Life-cycles of pingos, palsas and patterned ground. Flashcards
Pingos
What are pingos?
(Mackay, 1998)
Pingos can be defined as ‘perennial, intrapermafrost, ice-cored hills, typically conical in shape, that can grow and persist only in a permafrost environment’ and contain a massive ice core (ground ice)
Pingos
Where are pingos commonly found?
(AMAP, 2011)
In periglacial areas that are characterised by continuous and discontinuous permafrost and a seasonally changing active layer.
Pingos
Pingos can be classified on the basis of origin (genesis) into what 3 types?
Hydrostatic (formerly ‘closed system’)
Hydraulic (formerly ‘open system’)
Polygenetic
Pingos
Pingos form through what?
They develop through pressurized groundwater flow mechanisms to form massive ice-cored mounds which are covered by an overburden of 1-10m (Burr et al., 2009).
Pingos
How do Hydrostatic Pingos form?
Closed-system pingos, as in the Mackenzie Delta region, typically form in recently drained lake basins or old drainage channels, and are the result of hydrostatic pressures that develop as unfrozen saturated sediment progressively freezes.
Pingos
What are hydraulic pingos?
Open system pingos that occur in areas of discontinuous permafrost where there are interspersed areas of permafrost (land frozen for at least 2 years) and talik.
Pingos
How do hydraulic pingos form?
The active layer continually freezes and melts year on year above the permafrost and talik.
Over winter, as the active layer freezes down over water can become trapped between the descending freezing plane of the active layer and the permafrost that surrounds it.
This promotes the growth of an ice lens which pushes the land up above it as it expands.
Water underneath the permafrost can move through the talik between the permafrost areas because of capillary action (the movement of water through the soil because of ) and hydraulic pressure.
This water migrates to the ice lens and freezes, swelling the ground above further.
Pingos
Hydraulic Pingos require a long-term balance between three factors:
(French 2007):
- Water Pressure
- Overburden strength
- Rate of Freezing
Pingos
How do Pingos Decay?
This usually occurs through the rupture of the thermally protective overburden (Gurney 1998).
The collapse of pingos leaves characteristic signs in a landscape, including ramparts and shallow rimmed depressions (French 2007).

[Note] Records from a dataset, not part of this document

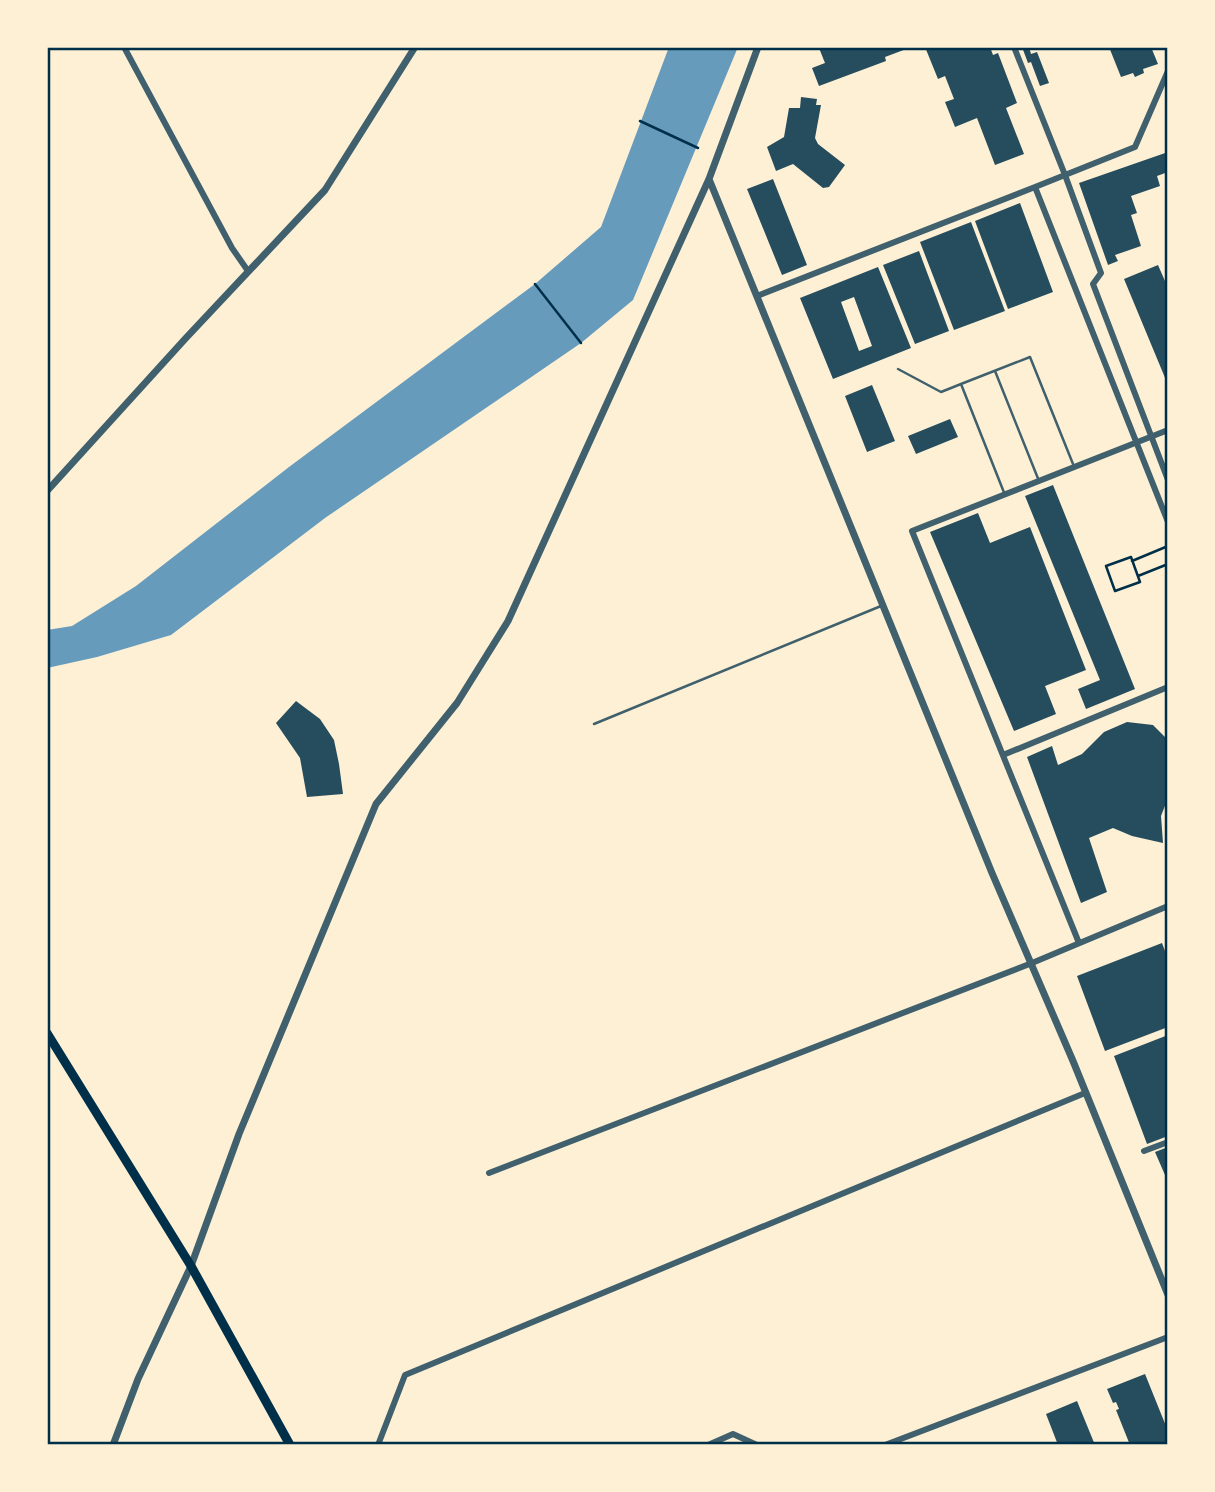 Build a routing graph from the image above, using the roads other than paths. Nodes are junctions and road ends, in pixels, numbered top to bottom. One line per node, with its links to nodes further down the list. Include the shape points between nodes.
1 (124, 47): 9 (street)
2 (415, 47): 9 (street, via 325,190)
3 (758, 47): 7 (street)
4 (1014, 47): 6 (street)
5 (1168, 71): 6 (street, via 1135,147)
6 (1065, 174): 8 (street); 15 (street, via 1101,273 1093,284)
7 (709, 179): 10 (street); 35 (street, via 508,621 457,703 376,804 239,1134)
8 (1035, 187): 10 (street); 16 (street)
9 (248, 271): 20 (street)
10 (757, 296): 23 (street)
11 (898, 369): 13 (lane, via 941,392)
12 (995, 371): 13 (lane); 17 (lane, via 1030,357); 19 (lane)
13 (961, 384): 21 (lane)
14 (1168, 430): 15 (street)
15 (1150, 437): 16 (street); 18 (street)
16 (1136, 443): 17 (street); 22 (street)
17 (1075, 467): 19 (street)
18 (1168, 480)
19 (1039, 481): 21 (street)
20 (47, 491)
21 (1005, 495): 26 (street, via 912,531)
22 (1168, 522)
23 (884, 605): 25 (lane); 29 (street)
24 (1168, 687): 26 (street)
25 (594, 724)
26 (1003, 755): 28 (street)
27 (1168, 906): 28 (street)
28 (1079, 943): 29 (street)
29 (1032, 963): 31 (street); 34 (street)
30 (47, 1033): 35 (main road)
31 (1085, 1093): 36 (street); 40 (street, via 405,1375)
32 (1168, 1142): 33 (street)
33 (1144, 1151)
34 (489, 1172)
35 (191, 1266): 38 (street); 39 (main road)
36 (1168, 1295)
37 (1168, 1337): 43 (street)
38 (113, 1445)
39 (290, 1445)
40 (378, 1445)
41 (708, 1445): 42 (street, via 733,1434)
42 (757, 1445)
43 (885, 1445)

Pingo Scars can form due to slumping down the side of the pingo (Burr et al., 2009).
Patterned ground
What is Patterned Ground?
What are the 5 main types?
Patterned ground is terrain exhibiting surface patterning.
- Circles
- Polygons
- Nets
- Steps
- Stripes
(Washburn, 1956)
Patterned ground
What are the two types of patterned ground?

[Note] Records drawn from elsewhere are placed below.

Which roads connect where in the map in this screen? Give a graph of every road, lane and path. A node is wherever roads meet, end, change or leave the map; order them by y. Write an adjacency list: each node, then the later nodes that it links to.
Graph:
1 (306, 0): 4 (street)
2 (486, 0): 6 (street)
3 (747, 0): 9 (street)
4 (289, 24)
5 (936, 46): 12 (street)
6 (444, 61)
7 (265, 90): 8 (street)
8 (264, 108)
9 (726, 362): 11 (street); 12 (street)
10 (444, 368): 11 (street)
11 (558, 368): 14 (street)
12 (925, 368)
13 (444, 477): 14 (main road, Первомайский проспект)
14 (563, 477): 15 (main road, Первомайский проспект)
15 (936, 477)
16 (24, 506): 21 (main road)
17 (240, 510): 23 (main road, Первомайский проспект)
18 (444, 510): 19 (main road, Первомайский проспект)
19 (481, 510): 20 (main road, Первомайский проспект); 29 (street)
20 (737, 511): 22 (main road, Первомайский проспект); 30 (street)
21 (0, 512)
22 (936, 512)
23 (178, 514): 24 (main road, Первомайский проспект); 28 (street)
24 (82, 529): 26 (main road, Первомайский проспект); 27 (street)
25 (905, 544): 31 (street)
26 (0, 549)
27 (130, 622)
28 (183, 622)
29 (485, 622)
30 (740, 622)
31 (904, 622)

Sorted patterns delimited by alternating soil and clasts.
Nonsorted patterns defined by microrelief or alternating vegetated and unvegetated ground.
Patterned ground
How do most patterns form?
Most patterns form through recurrent freezing and thawing of moist soil in periglacial environments.
Patterned ground
How do small sorted forms form?
Desiccation or seasonal frost cracking or a combination of the two is probably the initial cause.
Desiccation can occur for a number of reasons: Wind may promote evaporation from the ground, the ground may be subjected to a drainage change, during freezing and ice segregation.
Where small polygons form distinct nets it is likely that other processes such as differential frost heave and snowmelt erosion are also important ( Seppala 2005)
Patterned ground
How do larger sorted patterns form?
Larger sorted patterns are probably produced by a combination of differential (annual) frost heave and buoyancy-driven soil circulation during thaw.
An inclined freezing front penetrates fastest beneath undulations/ cracks/ variations in texture, causing any coarser clasts to be “pulled up” due to thermal conductivity.
Once that differentiation, occurs it becomes exacerbated (positive feedback).
As this happens time and time again you get a plug of frost susceptible material.
Eventually, in the thaw it will rise in soil circulation.
Patterned ground
What’s a difference between large and small patterns?
Small sorted patterns reflect shallow soil freezing, but large sorted patterns are often associated with permafrost.